Supplied material below:
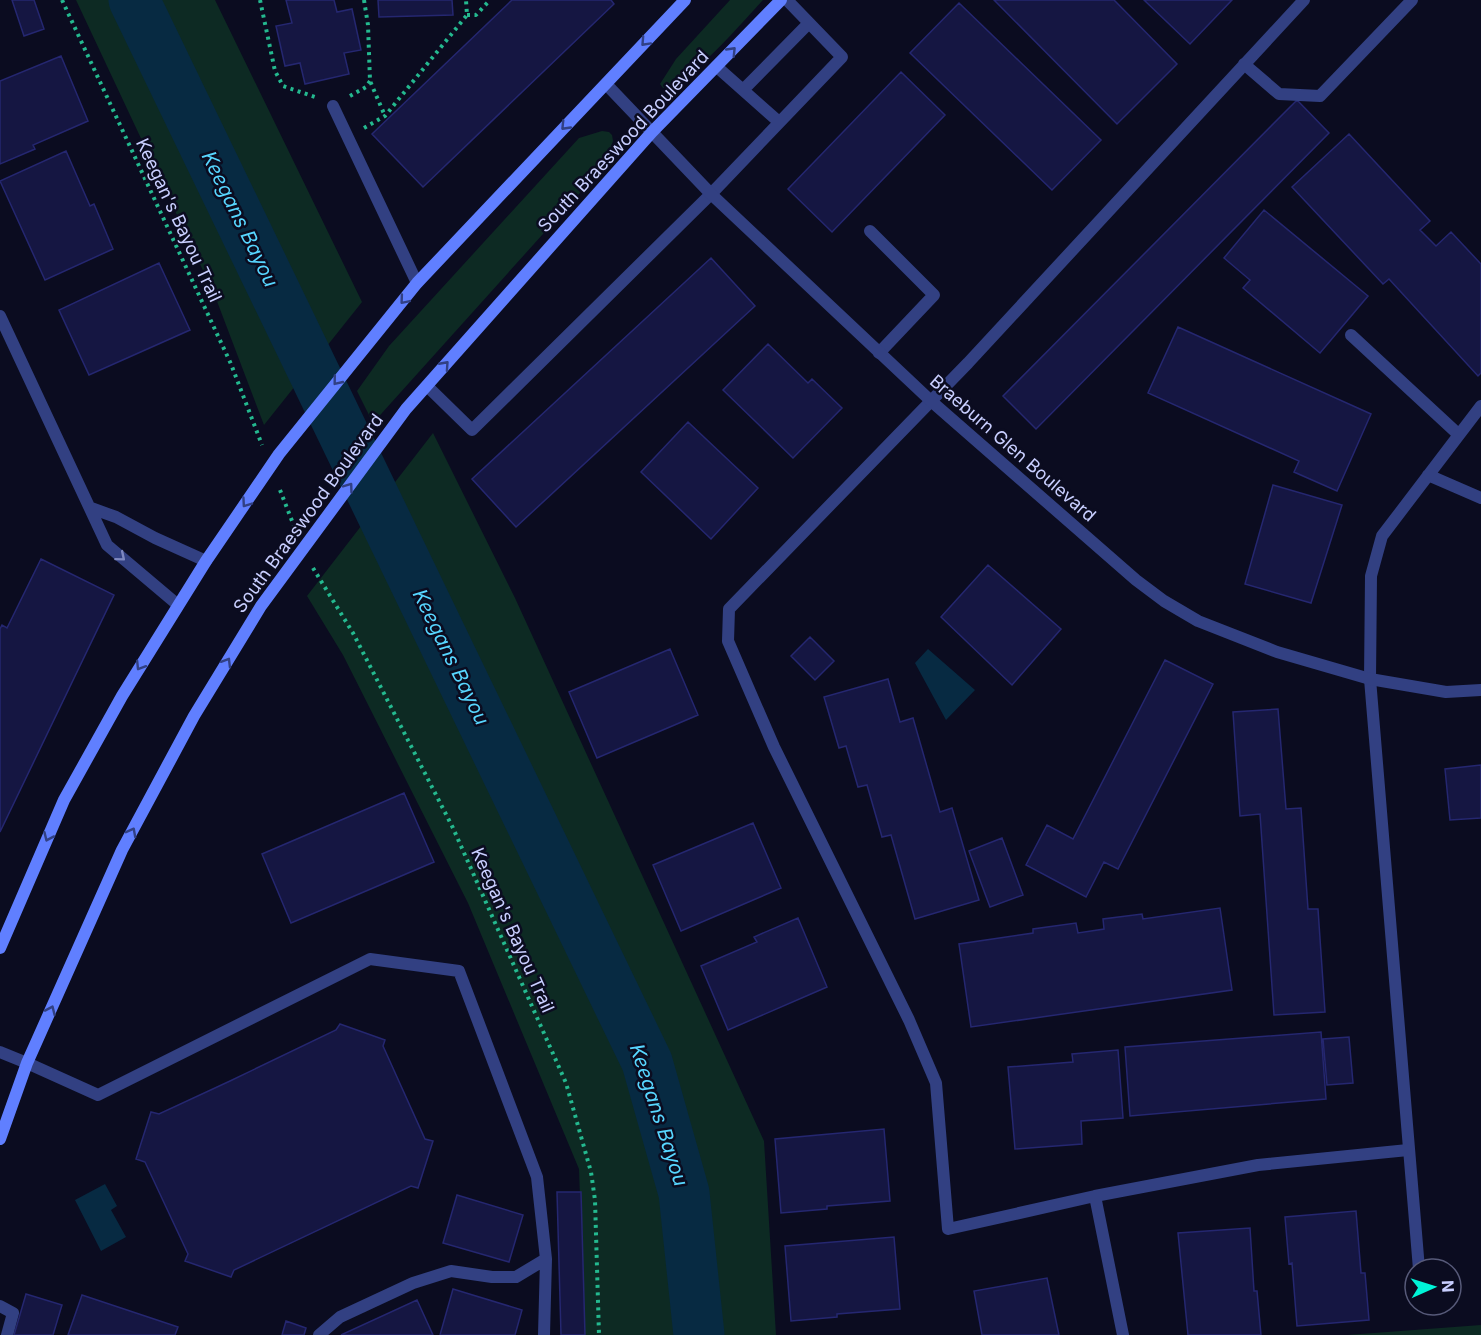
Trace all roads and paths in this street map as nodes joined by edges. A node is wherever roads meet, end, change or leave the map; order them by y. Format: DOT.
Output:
graph roads {
  1 [pos="62,0"];
  2 [pos="260,0"];
  3 [pos="364,0"];
  4 [pos="466,0"];
  5 [pos="490,0"];
  6 [pos="685,0"];
  7 [pos="781,0"];
  8 [pos="787,0"];
  9 [pos="1304,0"];
  10 [pos="1412,0"];
  11 [pos="467,15"];
  12 [pos="809,23"];
  13 [pos="1244,64"];
  14 [pos="717,67"];
  15 [pos="606,84"];
  16 [pos="743,90"];
  17 [pos="308,93"];
  18 [pos="333,106"];
  19 [pos="385,116"];
  20 [pos="779,122"];
  21 [pos="652,132"];
  22 [pos="348,137"];
  23 [pos="711,194"];
  24 [pos="870,231"];
  25 [pos="417,283"];
  26 [pos="0,316"];
  27 [pos="1351,335"];
  28 [pos="879,353"];
  29 [pos="427,386"];
  30 [pos="931,401"];
  31 [pos="1481,406"];
  32 [pos="1458,434"];
  33 [pos="265,453"];
  34 [pos="1428,475"];
  35 [pos="280,490"];
  36 [pos="1481,498"];
  37 [pos="91,508"];
  38 [pos="296,529"];
  39 [pos="206,561"];
  40 [pos="311,565"];
  41 [pos="178,605"];
  42 [pos="1370,679"];
  43 [pos="1481,690"];
  44 [pos="0,948"];
  45 [pos="0,1052"];
  46 [pos="27,1063"];
  47 [pos="0,1138"];
  48 [pos="1408,1150"];
  49 [pos="1095,1196"];
  50 [pos="1418,1257"];
  51 [pos="546,1259"];
  52 [pos="0,1306"];
  53 [pos="7,1335"];
  54 [pos="319,1335"];
  55 [pos="544,1335"];
  56 [pos="599,1335"];
  57 [pos="1123,1335"];
  1 -- 33 [label="path, Keegan's Bayou Trail"];
  2 -- 17 [label="path"];
  3 -- 19 [label="path"];
  4 -- 11 [label="path"];
  5 -- 11 [label="path"];
  6 -- 15 [label="main road, one-way"];
  14 -- 7 [label="main road, South Braeswood Boulevard, one-way"];
  8 -- 12 [label="street"];
  9 -- 13 [label="street"];
  10 -- 13 [label="street"];
  11 -- 19 [label="path"];
  12 -- 16 [label="street"];
  12 -- 20 [label="street"];
  13 -- 30 [label="street"];
  14 -- 16 [label="street"];
  14 -- 21 [label="main road, South Braeswood Boulevard"];
  15 -- 21 [label="street, Braeburn Glen Boulevard"];
  15 -- 25 [label="main road, one-way"];
  16 -- 20 [label="street"];
  18 -- 22 [label="street"];
  19 -- 22 [label="path"];
  20 -- 23 [label="street"];
  21 -- 23 [label="street, Braeburn Glen Boulevard"];
  29 -- 21 [label="main road, South Braeswood Boulevard, one-way"];
  22 -- 25 [label="street"];
  23 -- 28 [label="street, Braeburn Glen Boulevard"];
  23 -- 29 [label="street"];
  24 -- 28 [label="street"];
  25 -- 39 [label="main road, one-way"];
  26 -- 37 [label="street"];
  27 -- 32 [label="street"];
  28 -- 30 [label="street, Braeburn Glen Boulevard"];
  46 -- 29 [label="main road, South Braeswood Boulevard, one-way"];
  30 -- 42 [label="street, Braeburn Glen Boulevard"];
  30 -- 49 [label="street"];
  31 -- 32 [label="street"];
  32 -- 34 [label="street"];
  34 -- 36 [label="street"];
  34 -- 42 [label="street"];
  35 -- 38 [label="path"];
  37 -- 39 [label="street"];
  37 -- 41 [label="street, one-way"];
  39 -- 41 [label="main road"];
  40 -- 56 [label="path, Keegan's Bayou Trail"];
  41 -- 44 [label="main road, one-way"];
  42 -- 43 [label="street, Braeburn Glen Boulevard"];
  42 -- 48 [label="street"];
  45 -- 46 [label="street"];
  46 -- 47 [label="main road, South Braeswood Boulevard"];
  46 -- 51 [label="street"];
  48 -- 49 [label="street"];
  48 -- 50 [label="street"];
  49 -- 57 [label="street"];
  51 -- 54 [label="street"];
  51 -- 55 [label="street"];
  52 -- 53 [label="street"];
}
End of Supplied material.
» **Task statement**
All that's required is the material above repeated exactly, minus any picture.

» **Solution to the exercise**
Trace all roads and paths in this street map as nodes joined by edges. A node is wherever roads meet, end, change or leave the map; order them by y. Format: DOT.
Output:
graph roads {
  1 [pos="62,0"];
  2 [pos="260,0"];
  3 [pos="364,0"];
  4 [pos="466,0"];
  5 [pos="490,0"];
  6 [pos="685,0"];
  7 [pos="781,0"];
  8 [pos="787,0"];
  9 [pos="1304,0"];
  10 [pos="1412,0"];
  11 [pos="467,15"];
  12 [pos="809,23"];
  13 [pos="1244,64"];
  14 [pos="717,67"];
  15 [pos="606,84"];
  16 [pos="743,90"];
  17 [pos="308,93"];
  18 [pos="333,106"];
  19 [pos="385,116"];
  20 [pos="779,122"];
  21 [pos="652,132"];
  22 [pos="348,137"];
  23 [pos="711,194"];
  24 [pos="870,231"];
  25 [pos="417,283"];
  26 [pos="0,316"];
  27 [pos="1351,335"];
  28 [pos="879,353"];
  29 [pos="427,386"];
  30 [pos="931,401"];
  31 [pos="1481,406"];
  32 [pos="1458,434"];
  33 [pos="265,453"];
  34 [pos="1428,475"];
  35 [pos="280,490"];
  36 [pos="1481,498"];
  37 [pos="91,508"];
  38 [pos="296,529"];
  39 [pos="206,561"];
  40 [pos="311,565"];
  41 [pos="178,605"];
  42 [pos="1370,679"];
  43 [pos="1481,690"];
  44 [pos="0,948"];
  45 [pos="0,1052"];
  46 [pos="27,1063"];
  47 [pos="0,1138"];
  48 [pos="1408,1150"];
  49 [pos="1095,1196"];
  50 [pos="1418,1257"];
  51 [pos="546,1259"];
  52 [pos="0,1306"];
  53 [pos="7,1335"];
  54 [pos="319,1335"];
  55 [pos="544,1335"];
  56 [pos="599,1335"];
  57 [pos="1123,1335"];
  1 -- 33 [label="path, Keegan's Bayou Trail"];
  2 -- 17 [label="path"];
  3 -- 19 [label="path"];
  4 -- 11 [label="path"];
  5 -- 11 [label="path"];
  6 -- 15 [label="main road, one-way"];
  14 -- 7 [label="main road, South Braeswood Boulevard, one-way"];
  8 -- 12 [label="street"];
  9 -- 13 [label="street"];
  10 -- 13 [label="street"];
  11 -- 19 [label="path"];
  12 -- 16 [label="street"];
  12 -- 20 [label="street"];
  13 -- 30 [label="street"];
  14 -- 16 [label="street"];
  14 -- 21 [label="main road, South Braeswood Boulevard"];
  15 -- 21 [label="street, Braeburn Glen Boulevard"];
  15 -- 25 [label="main road, one-way"];
  16 -- 20 [label="street"];
  18 -- 22 [label="street"];
  19 -- 22 [label="path"];
  20 -- 23 [label="street"];
  21 -- 23 [label="street, Braeburn Glen Boulevard"];
  29 -- 21 [label="main road, South Braeswood Boulevard, one-way"];
  22 -- 25 [label="street"];
  23 -- 28 [label="street, Braeburn Glen Boulevard"];
  23 -- 29 [label="street"];
  24 -- 28 [label="street"];
  25 -- 39 [label="main road, one-way"];
  26 -- 37 [label="street"];
  27 -- 32 [label="street"];
  28 -- 30 [label="street, Braeburn Glen Boulevard"];
  46 -- 29 [label="main road, South Braeswood Boulevard, one-way"];
  30 -- 42 [label="street, Braeburn Glen Boulevard"];
  30 -- 49 [label="street"];
  31 -- 32 [label="street"];
  32 -- 34 [label="street"];
  34 -- 36 [label="street"];
  34 -- 42 [label="street"];
  35 -- 38 [label="path"];
  37 -- 39 [label="street"];
  37 -- 41 [label="street, one-way"];
  39 -- 41 [label="main road"];
  40 -- 56 [label="path, Keegan's Bayou Trail"];
  41 -- 44 [label="main road, one-way"];
  42 -- 43 [label="street, Braeburn Glen Boulevard"];
  42 -- 48 [label="street"];
  45 -- 46 [label="street"];
  46 -- 47 [label="main road, South Braeswood Boulevard"];
  46 -- 51 [label="street"];
  48 -- 49 [label="street"];
  48 -- 50 [label="street"];
  49 -- 57 [label="street"];
  51 -- 54 [label="street"];
  51 -- 55 [label="street"];
  52 -- 53 [label="street"];
}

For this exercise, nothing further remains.